The wicketkeeper' technique is a critical aspect while keeping to fast bowlers, probably as, if not more important than the mental aspect.
If the keeper has got most things right; his feet are in line, he is well-balanced, he has anticipated the path and height of the ball, has got his body behind the ball and is concentrating well, what should he remember while catching the ball?
1. Not to flinch.
2. Keep the fingers pointed outwards.
3. Not to 'attack' the ball.
4. Keep calm.
The keeper should not try to 'snap' at the ball. He should remember that he is trying to catch a cricket ball and not kill a mosquito or catch a fish! If he does this, the chances of his dropping the chance increase, as does the risk of sustaining a finger injury. Misjudging the flight of the ball even slightly is sometimes enough to have a finger injury.

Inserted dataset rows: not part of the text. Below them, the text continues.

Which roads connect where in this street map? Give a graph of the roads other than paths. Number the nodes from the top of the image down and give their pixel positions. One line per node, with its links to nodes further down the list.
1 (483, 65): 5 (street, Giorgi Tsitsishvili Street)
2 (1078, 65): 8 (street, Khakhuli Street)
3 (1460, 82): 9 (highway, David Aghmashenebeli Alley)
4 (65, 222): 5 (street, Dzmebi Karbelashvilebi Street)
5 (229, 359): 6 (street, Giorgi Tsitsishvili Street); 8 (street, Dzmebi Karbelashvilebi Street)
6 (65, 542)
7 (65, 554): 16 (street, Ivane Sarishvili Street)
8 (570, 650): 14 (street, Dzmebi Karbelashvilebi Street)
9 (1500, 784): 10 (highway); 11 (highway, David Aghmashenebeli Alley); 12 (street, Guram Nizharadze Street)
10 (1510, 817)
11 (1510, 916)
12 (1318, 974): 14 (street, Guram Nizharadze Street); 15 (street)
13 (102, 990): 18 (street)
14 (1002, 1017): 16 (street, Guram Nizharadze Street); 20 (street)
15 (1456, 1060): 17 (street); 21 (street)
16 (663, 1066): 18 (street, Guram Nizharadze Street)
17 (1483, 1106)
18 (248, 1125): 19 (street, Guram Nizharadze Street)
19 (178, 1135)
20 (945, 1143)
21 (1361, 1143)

Ian Healy (left), Australia's legendary wicketkeeper,
in action. Behind him is
former Australia captain
Keepers need to get into a rhythm. This means that it is not so much necessary to practise catching balls hit as fast as a bullet, than to work on the correct movement of the hands and feet. The keeper should certainly make diving reflex catches a part of his practice session, but these diving catches should not dominate the practice session completely.
One of the best ways in which a keeper can develop his technique is by taking a golf ball and bouncing it off a wall, so that it comes to him on the full. The keeper can wear inner gloves for this unique method of practice. He should not go out of his way to give himself difficult catches by bouncing the ball off the wall at different angles, or throw hard so that the ball rebounds to him like a bullet, but concentrate more on catching the ball, imagining that it is a cricket ball. This method will make it easier for him to visualize his sideways movements, technique, assess the way the ball is coming into the hands, and in the process, rehearse one's balance and rhythm.
This method will be a lot more effective in improving his focus and concentration than having someone hitting 100 catches to him. The advantage of this method is that the keeper does not require someone else to help him out by giving catches or retrieving the ball. He can concentrate on bringing his gloves together and ensuring that his feet are moving in the right manner, without worrying about injury. There is no way he can get injured by a golf ball.
For fast bowlers who specialize in bowling inswingers (to right-handed batsmen) that dip outside the leg stump, the keeper should be able to pick up the flight early and observe what the ball is doing. He should move to the leg side and get himself in the correct position to take the ball cleanly. This will give him the margin to move even further to the left to take the ball, if it is deflected by a snick or any part of the batsman's body.
Don Tallon, the Australian keeper of Bradman's era, was brilliant at this. He often went so far to his left that he took the ball on his right side. But he held many catches on his left, which other keepers would not have reached.
A wicketkeeper's greatest assets are energy, strength and enthusiasm. He should be ready to go for everything, be it a possible catch, a swinging delivery by the bowler or a return from the deep. "Hesitation", for him, should be an alien word.